Senior GW administration officials said cost would not be a factor in implementing the recommendations of a commission that investigated the University’s response to student deaths.
The commission, which met regularly over the summer in response to the death of five students last year, recently issued a final report but did not make it public. The Hatchet independently obtained a copy of the report last week.

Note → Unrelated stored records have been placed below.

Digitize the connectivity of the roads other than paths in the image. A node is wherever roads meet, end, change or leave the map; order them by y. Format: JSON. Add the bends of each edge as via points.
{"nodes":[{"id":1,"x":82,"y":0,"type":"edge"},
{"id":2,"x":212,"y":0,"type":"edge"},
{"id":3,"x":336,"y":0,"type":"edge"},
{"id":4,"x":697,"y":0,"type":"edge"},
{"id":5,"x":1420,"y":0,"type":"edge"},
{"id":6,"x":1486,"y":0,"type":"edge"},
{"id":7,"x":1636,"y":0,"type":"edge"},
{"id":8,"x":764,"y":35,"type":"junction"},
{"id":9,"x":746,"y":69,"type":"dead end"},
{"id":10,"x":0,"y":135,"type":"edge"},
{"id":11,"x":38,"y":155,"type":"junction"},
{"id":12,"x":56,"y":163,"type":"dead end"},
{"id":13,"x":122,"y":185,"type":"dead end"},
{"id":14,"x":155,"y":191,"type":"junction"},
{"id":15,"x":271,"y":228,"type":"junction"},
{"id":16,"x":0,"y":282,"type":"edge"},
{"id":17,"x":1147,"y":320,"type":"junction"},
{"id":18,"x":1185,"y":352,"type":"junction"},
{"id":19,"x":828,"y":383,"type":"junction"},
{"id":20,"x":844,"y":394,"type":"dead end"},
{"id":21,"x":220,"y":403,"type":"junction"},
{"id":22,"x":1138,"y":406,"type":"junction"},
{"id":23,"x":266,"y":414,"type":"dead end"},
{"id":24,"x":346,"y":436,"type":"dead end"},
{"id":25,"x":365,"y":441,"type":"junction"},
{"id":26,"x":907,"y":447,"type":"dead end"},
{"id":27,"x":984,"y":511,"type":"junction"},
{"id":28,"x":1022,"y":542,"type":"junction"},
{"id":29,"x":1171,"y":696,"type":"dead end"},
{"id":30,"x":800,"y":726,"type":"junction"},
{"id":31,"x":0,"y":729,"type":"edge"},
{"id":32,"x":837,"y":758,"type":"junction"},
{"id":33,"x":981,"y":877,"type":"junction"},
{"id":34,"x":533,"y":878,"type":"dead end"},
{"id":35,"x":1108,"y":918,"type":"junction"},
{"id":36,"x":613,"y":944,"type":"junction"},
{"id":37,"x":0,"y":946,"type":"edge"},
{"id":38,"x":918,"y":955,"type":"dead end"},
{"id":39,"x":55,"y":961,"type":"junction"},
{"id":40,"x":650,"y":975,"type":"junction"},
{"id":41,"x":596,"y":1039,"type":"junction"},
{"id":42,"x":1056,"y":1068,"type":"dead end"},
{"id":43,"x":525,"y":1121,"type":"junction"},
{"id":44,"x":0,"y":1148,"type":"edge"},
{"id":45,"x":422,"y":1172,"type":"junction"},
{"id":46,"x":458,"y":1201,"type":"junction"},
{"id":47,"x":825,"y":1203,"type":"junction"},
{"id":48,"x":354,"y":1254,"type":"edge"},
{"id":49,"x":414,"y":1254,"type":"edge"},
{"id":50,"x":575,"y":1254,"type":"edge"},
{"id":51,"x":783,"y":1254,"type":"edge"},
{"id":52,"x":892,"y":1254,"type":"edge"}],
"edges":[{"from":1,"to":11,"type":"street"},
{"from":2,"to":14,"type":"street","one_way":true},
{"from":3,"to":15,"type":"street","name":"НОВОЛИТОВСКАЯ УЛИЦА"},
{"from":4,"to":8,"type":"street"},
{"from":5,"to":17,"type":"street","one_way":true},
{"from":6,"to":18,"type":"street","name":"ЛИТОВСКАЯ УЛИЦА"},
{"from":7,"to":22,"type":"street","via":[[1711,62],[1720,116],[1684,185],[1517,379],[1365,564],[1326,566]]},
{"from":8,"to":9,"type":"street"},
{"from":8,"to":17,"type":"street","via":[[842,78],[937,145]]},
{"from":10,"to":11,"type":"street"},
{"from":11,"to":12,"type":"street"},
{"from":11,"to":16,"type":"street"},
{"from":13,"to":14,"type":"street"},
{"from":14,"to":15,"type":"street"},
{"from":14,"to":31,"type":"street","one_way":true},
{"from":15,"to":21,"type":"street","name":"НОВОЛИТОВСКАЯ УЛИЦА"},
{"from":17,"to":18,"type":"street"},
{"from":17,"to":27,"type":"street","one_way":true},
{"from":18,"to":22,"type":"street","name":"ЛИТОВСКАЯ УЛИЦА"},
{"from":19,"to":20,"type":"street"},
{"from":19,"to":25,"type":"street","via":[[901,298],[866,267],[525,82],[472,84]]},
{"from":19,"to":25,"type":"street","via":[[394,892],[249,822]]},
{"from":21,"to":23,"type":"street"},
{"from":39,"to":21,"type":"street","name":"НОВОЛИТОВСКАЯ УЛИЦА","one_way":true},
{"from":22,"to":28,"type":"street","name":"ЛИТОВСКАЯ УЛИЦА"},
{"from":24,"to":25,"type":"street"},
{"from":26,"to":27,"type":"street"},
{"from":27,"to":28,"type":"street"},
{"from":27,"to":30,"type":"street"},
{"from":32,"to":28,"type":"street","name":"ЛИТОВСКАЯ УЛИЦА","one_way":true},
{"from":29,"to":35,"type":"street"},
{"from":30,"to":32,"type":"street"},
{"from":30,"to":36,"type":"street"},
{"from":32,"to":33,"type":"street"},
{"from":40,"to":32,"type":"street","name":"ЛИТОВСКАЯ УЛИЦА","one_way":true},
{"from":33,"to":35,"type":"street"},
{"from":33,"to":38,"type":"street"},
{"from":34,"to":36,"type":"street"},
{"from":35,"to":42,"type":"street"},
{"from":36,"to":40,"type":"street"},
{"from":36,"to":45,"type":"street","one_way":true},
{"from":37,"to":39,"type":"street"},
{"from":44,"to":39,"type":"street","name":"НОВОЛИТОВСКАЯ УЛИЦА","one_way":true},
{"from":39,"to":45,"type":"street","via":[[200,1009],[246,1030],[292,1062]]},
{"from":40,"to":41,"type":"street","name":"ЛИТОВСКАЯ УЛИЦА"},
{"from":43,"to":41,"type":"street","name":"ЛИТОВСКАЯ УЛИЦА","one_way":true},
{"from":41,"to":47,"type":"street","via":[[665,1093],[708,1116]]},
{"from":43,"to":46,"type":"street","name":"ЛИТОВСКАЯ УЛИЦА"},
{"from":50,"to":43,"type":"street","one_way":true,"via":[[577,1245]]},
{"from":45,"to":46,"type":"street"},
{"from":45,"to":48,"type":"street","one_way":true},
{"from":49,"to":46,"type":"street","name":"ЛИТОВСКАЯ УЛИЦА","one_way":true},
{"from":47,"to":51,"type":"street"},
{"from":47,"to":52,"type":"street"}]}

The 56-page document calls for more resources to be allotted to the counseling center and also recommends improvements in GW’s death response protocols.
Although he has yet to read the report, University President Stephen Joel Trachtenberg said the commission’s conclusions are a step in the right direction and that cost would not be an issue in meeting with the needs outlined in the report.
“Anything that has to do with safety and health has to be a high priority,” Trachtenberg said. “I appointed the commission because I thought this was an issue that needs to be researched.”
While the University is already facing across-the-board budget cuts, Louis Katz, GW’s executive vice president and treasurer, said the University will fund the commission’s recommended changes. He noted that GW always has more funding requests than it can handle.
“Life safety issues … we do not knowingly compromise on those. I put this issue in that area,” Katz said.
Robert Chernak, senior vice president for Student and Academic Support Services, said the University will take into close consideration the changes recommended by the commission.
Chernak’s department, which oversees the counseling center, made $640,000 in budget cuts this year. Officials said they are unsure how much the recommended changes would cost.
He added that Linda Donnels, GW’s dean of students, has already taken steps towards making the requested changes. At this point, the University has released no official time line or budget for implementing the recommendations.
In an interview last week, Donnels said she has already begun expanding the efforts of the counseling center, which conducts suicide prevention and grief response.
Trachtenberg said one of the main purposes of the commission, which was formed after the suicide of a GW freshman last spring, was to discover whether the University has been experiencing an abnormal number of student deaths.
“If you have 20,000 students, you know that you will have some tragedy,” he said. “Is five a lot? I don’t know the answer to that.”
According to the report, five deaths is just below GW’s average yearly number of 5.5. In the 2002-03 academic year, however, one student died.
Sophomore Christina Mueller, national liaison for the GW Suicide Prevention Action Network, said she is optimistic about the report and its findings.
“I think it looks really promising,” Mueller said. “The only thing we are concerned about is who is holding the school accountable.”
Mueller said she felt that the biggest change needed is the addition of a 24-hour crisis hot line for students contemplating suicide. While two of last year’s deaths and the death of a sophomore earlier this month were ruled suicides, an all-hours counseling number was not discussed in the report. Under the existing system, students can make an after-hours call to the University Police Department, which will dispatch a counselor.
“Kids are not going to want to call UPD and deal with possibly getting in trouble,” Mueller said.
GW-SPAN holds its meetings every Tuesday at 7:15 p.m. in the Marvin Center and is similar to campus suicide prevention groups across the nation.
A more proactive program, cited in the commission’s review of suicide prevention at colleges across the country, can be found at the University of Illinois. Paul Joffe, chair of Illinois’ suicide prevention program, said students are required to attend counseling sessions if they contemplate suicide.
“Every time a student attempts or threatens suicide, they have to go through four mandatory sessions (of counseling),” said Joffe, who added that students who do not comply with the program run the risk of expulsion.
“Two thousand students have gone through the program, and none have committed suicide after completing it,” Joffe said.
“We see suicide as an act of self-violence, and we are a community of non-violence,” he added.